Leval’s division, notwithstanding the havoc which this battery made, continued to advance in imposing masses, opening its fire of musketry. The British left wing advanced against it, firing. The three companies of guards, and the 87th, supported by the remainder of the wing, charged them with right British bravery; Colonel Bilson with the 28th, and Lieutenant-Colonel Prevost with part of the 67th, zealously supported their attack, which was decisive in this part of the field. An eagle, the first which the British had won, was taken. It belonged to the 8th regiment of light infantry, and bore a gold collar round its neck, because that regiment had so distinguished itself as to have received the thanks of Buonaparte in person. The enemy were closely pursued across a narrow valley, and a reserve, which they had formed beyond it, was charged in like manner, and in like manner put to the rout. General Dilkes was equally successful on his side. Ruffin, confident in his numbers and in his position, met him on the ascent. A bloody contest ensued, but of no long duration, for the best troops of France have never been able to stand against the British bayonet. Ruffin was wounded and taken, and the enemy driven from the heights in confusion. In less than an hour and a half they were in full retreat, and in that short time more than 4000 men had fallen, ... for the British loss in killed and wounded amounted to 1243; not a single British soldier was taken. The French loss was more than 3000. General Bellegrade was killed, General Rousseau mortally wounded and taken; the prisoners were only 440, because there was no pursuit.

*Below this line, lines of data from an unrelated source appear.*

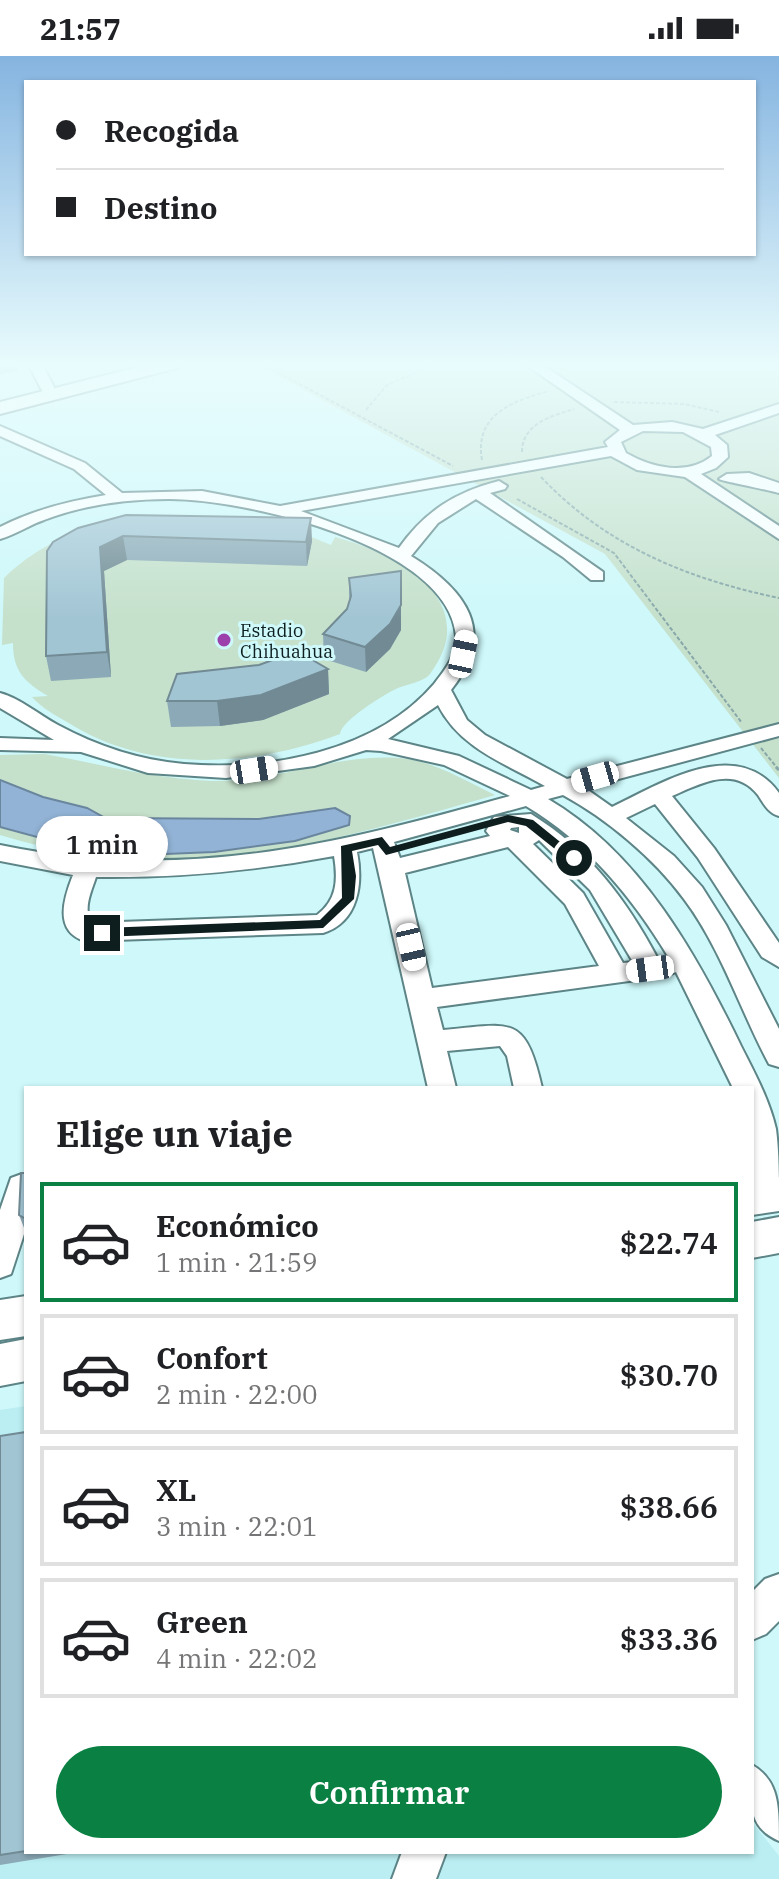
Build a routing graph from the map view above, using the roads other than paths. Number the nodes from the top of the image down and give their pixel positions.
1 (41, 449) edge
2 (617, 449) edge
3 (719, 449) edge
4 (621, 456) junction
5 (707, 466) junction
6 (687, 471) junction
7 (536, 472) junction
8 (727, 479) junction
9 (779, 488) edge
10 (478, 493) junction
11 (118, 498) junction
12 (766, 504) dead end
13 (283, 510) junction
14 (0, 534) edge
15 (779, 534) edge
16 (402, 556) junction
17 (597, 576) dead end
18 (442, 692) junction
19 (0, 699) edge
20 (779, 730) edge
21 (362, 743) junction
22 (0, 744) edge
23 (91, 749) junction
24 (565, 786) junction
25 (659, 794) junction
26 (530, 797) junction
27 (779, 809) edge
28 (612, 816) junction
29 (515, 832) junction
30 (345, 849) junction
31 (0, 853) edge
32 (387, 853) junction
33 (87, 869) junction
34 (605, 891) junction
35 (574, 899) junction
36 (779, 958) edge
37 (685, 964) junction
38 (650, 969) junction
39 (616, 973) junction
40 (423, 999) junction
41 (432, 1042) junction
42 (779, 1056) edge
43 (442, 1086) edge
44 (528, 1086) edge
45 (746, 1086) edge
46 (754, 1105) edge
47 (22, 1187) edge
48 (766, 1196) edge
49 (779, 1235) edge
50 (754, 1240) edge
51 (0, 1264) edge
52 (24, 1316) edge
53 (0, 1320) edge
54 (24, 1360) edge
55 (0, 1365) edge
56 (779, 1593) edge
57 (754, 1618) edge
58 (754, 1788) edge
59 (779, 1819) edge
60 (423, 1854) edge
61 (414, 1879) edge

1 - 11 street
2 - 4 street
3 - 5 street
4 - 6 street
4 - 7 street
5 - 6 street
5 - 8 street
6 - 15 street
7 - 10 street
7 - 13 street
8 - 9 street
8 - 12 street
10 - 16 street
10 - 17 street
11 - 13 street
11 - 14 street
13 - 16 street
16 - 18 street
18 - 21 street
18 - 24 street
19 - 23 street
20 - 24 street
21 - 23 street
21 - 26 street
22 - 23 street
24 - 26 street
24 - 28 street
25 - 27 street
25 - 28 street
25 - 36 street
26 - 32 street
26 - 37 street
28 - 42 street
29 - 32 street
29 - 34 street
29 - 35 street
30 - 32 street
30 - 33 street
30 - 33 street
31 - 33 street
32 - 40 street
34 - 35 street
34 - 38 street
35 - 39 street
37 - 38 street
37 - 45 street
38 - 39 street
39 - 40 street
40 - 41 street
41 - 43 street
41 - 44 street
46 - 48 street
47 - 51 street
49 - 50 main road
52 - 53 main road
54 - 55 main road
56 - 57 street
58 - 59 street
60 - 61 street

The 20th Portugueze regiment fought side by side with the British in this memorable action. One squadron of the German Legion, which had been attached to the Spanish cavalry, joined in time to make a successful charge against a squadron of French dragoons, which it completely routed. General Whittingham, with the rest of the cavalry, was engaged, meantime, in checking a corps of horse and foot who were attempting to win the height by the coast. The Walloon guards, and the battalion of Ciudad Real, which had been attached to Graham’s division, and had been left on the height, made the greatest exertions to rejoin him; but it was not possible for them to arrive before the victory was decided, and the troops were too much exhausted to think of pursuing their advantage. They had been marching for twenty hours before the battle.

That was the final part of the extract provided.